In his three-day bus trip through rural America, President Obama began the process of shaping for voters the stark philosophical differences separating him from the GOP presidential candidates looking to knock him out of office.
Obama’s tact and rhetoric through his Midwest tour, which concluded on Wednesday, reflects the president’s difficult reality: He must convince voters that as tough as times are, they’d be much worse if his Republican adversaries were in power.
More than 30 years ago, presidential candidate Ronald Reagan asked voters a crucial question that has been posed, in some form, to voters about every incumbent president since: Are you better off now than you were four years ago? With a jittery market and the unemployment rate hovering above 9 percent, Obama has no choice but to tweak the question.
In town hall meetings and rural forums, Obama effectively called on voters to consider whether they can trust a Republican in the White House to look out for the middle class as the country tries to dig itself out of an economic malaise.
Speaking in downstate Illinois on Wednesday, Obama criticized the GOP field for its unwillingness to consider raising tax revenues to reduce the nation’s $14.3 trillion deficit and charged that Republican lawmakers who have signed pledges to refuse to back any increase in taxes have their priorities misplaced.
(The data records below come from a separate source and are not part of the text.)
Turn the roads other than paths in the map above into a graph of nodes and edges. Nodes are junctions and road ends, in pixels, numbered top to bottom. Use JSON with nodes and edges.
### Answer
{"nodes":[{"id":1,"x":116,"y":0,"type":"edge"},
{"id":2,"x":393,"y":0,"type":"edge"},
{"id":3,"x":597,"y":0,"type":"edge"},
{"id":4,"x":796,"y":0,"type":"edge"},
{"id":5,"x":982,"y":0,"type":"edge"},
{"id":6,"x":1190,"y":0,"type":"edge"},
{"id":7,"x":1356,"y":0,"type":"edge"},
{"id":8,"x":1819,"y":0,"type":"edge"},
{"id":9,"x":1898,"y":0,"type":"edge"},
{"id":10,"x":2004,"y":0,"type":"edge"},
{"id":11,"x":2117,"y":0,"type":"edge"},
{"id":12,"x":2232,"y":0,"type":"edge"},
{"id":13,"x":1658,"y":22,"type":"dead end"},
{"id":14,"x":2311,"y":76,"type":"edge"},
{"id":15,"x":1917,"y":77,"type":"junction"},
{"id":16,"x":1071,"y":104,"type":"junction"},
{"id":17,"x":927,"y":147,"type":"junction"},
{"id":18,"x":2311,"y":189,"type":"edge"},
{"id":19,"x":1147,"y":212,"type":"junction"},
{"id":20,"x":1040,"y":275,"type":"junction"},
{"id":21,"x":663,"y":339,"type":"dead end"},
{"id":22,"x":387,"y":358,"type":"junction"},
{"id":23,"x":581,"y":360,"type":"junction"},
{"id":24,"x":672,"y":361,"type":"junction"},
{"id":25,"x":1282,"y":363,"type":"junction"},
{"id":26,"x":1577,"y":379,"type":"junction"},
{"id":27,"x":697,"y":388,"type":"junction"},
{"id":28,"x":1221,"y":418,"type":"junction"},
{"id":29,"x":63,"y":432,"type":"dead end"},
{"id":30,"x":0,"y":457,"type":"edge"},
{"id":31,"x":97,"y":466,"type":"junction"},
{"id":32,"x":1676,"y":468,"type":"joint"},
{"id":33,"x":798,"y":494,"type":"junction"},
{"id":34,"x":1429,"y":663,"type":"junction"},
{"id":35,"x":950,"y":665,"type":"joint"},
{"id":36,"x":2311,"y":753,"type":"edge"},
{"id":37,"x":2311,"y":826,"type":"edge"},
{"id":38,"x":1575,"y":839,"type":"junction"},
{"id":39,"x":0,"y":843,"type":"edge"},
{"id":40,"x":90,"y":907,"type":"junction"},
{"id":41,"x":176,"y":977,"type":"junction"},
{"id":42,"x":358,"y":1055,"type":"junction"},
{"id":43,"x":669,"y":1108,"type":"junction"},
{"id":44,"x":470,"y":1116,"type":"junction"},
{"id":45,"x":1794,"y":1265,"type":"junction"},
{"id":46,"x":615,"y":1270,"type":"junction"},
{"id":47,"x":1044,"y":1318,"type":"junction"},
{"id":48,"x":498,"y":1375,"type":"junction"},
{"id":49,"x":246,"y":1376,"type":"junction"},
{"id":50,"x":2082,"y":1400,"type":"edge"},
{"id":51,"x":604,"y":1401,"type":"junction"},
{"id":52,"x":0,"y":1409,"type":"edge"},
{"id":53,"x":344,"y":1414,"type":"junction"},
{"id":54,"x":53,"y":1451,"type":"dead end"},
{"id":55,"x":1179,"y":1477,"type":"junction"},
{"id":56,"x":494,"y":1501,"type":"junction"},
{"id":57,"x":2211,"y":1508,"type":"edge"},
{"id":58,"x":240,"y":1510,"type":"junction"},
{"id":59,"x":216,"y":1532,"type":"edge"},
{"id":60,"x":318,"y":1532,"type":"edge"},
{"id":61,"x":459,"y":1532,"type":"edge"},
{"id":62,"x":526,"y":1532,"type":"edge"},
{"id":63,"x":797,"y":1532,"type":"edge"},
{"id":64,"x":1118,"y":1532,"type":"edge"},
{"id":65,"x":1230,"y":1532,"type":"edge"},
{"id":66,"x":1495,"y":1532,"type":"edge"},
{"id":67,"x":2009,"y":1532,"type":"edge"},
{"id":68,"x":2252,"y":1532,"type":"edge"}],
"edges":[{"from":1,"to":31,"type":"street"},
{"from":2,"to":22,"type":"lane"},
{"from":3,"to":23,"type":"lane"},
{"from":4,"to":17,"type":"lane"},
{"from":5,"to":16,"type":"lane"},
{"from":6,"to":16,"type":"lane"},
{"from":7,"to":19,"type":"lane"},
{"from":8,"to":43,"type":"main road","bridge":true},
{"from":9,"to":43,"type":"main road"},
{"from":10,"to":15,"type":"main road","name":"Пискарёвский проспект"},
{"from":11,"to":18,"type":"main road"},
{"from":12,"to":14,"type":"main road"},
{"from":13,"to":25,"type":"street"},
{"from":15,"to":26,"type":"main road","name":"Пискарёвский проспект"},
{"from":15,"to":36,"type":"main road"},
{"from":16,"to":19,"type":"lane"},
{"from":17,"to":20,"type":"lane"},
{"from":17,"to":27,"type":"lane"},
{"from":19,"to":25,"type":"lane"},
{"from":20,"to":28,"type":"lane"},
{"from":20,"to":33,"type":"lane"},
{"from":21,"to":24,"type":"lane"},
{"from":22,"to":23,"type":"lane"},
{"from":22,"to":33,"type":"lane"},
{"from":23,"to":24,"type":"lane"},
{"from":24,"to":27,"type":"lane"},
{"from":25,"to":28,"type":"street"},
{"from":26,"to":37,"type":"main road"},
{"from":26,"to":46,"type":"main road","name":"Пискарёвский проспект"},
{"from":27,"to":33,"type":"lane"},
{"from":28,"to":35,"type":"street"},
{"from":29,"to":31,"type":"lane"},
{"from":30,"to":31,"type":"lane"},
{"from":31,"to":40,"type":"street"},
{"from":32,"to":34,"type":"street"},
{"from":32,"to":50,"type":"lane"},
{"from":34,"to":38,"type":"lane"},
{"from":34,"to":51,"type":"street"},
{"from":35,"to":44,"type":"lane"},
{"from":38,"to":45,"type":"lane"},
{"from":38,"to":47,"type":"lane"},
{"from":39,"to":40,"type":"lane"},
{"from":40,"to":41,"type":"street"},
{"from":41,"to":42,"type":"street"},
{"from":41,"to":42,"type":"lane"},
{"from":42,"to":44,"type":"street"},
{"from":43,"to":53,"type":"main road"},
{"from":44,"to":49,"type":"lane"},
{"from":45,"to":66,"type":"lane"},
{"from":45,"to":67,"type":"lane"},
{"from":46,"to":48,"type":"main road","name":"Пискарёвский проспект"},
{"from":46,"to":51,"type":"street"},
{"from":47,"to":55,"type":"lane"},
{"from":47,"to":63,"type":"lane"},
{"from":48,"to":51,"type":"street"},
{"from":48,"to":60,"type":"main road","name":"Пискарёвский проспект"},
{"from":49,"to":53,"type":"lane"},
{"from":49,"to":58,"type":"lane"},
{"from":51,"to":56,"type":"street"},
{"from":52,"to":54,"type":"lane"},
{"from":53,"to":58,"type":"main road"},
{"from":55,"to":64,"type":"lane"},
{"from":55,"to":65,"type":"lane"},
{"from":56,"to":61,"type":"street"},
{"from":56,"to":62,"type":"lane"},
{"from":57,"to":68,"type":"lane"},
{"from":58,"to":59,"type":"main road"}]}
He blasted Republicans for being more interested in protecting tax loopholes for billionaires and millionaires than looking out for working men and women.
“My pledge is to make sure every day I am waking up looking out for you, for the American people,” Obama said. “I don’t go around signing pledges, because every day whatever is going to be best for the American people—that’s what I am committed to and that’s how I think every representative in Congress should be thinking.”
In question-and-answer sessions with voters this week, he took aim at the Republican field and saved his most direct jabs for the two candidates who could very well be the biggest threat to his attempt to win a second term.
He responded to Texas Gov. Rick Perry’s vow to make Washington “inconsequential” in American lives with a plain-spoken counterpunch: The government can be “boneheaded” at moments, but ultimately it can make a positive difference. Obama also questioned whether Republicans have “amnesia” as they rail against the individual mandate in his health care reform law, a shot at putative GOP frontrunner Mitt Romney who included the individual mandate as he reformed the health care law in Massachusetts when he was governor.
And Obama lamented the disconnect between the decency of Americans and the sharp political rhetoric in Washington, charging that his political opponents were more concerned about the next election than the fortunes of the next generation.
To that end, a senior administration official said that Obama plans to deliver a major address early next month calling on lawmakers in the newly-created deficit super committee to come up with a package that slashes the deficit by more than the $1.5 trillion that was agreed to in this month's debt-ceiling deal. He will also press Congress to pass a series of measures that will boost job creation, the administration official said.
The White House has insisted that his bus tour through small towns wasn’t a campaign trip. But with the stops at a county fair in Illinois and the diner-counter conversations with everyday Americans, the optics of the trip often suggested otherwise.
Setting aside the semantic argument of whether Obama was a president on a listening tour or a candidate gearing up for a tough reelection, Obama did well by getting out of Washington. When he wasn’t criticizing Republicans as do-nothing obstructionists, he managed to strike a tone that could serve him well as the election campaign heats up.
In his interactions with everyday Americans in Minnesota, Iowa, and Illinois over the last three days, there were moments when he seemed to summon the spirit of a once upstart presidential hopeful who took Iowa by storm in the summer of 2007 with rhetoric that was simultaneously hopeful while grounded by realism.
“Don’t bet against America,” intoned Obama, as he wrapped up a town hall in Atkinson, Ill., on Wednesday. “We’ve gone through tougher times before and we’ve always pulled out on top.”
Over the next 16 months, the president has to make the case that he’s the better bet to get the country over that hump.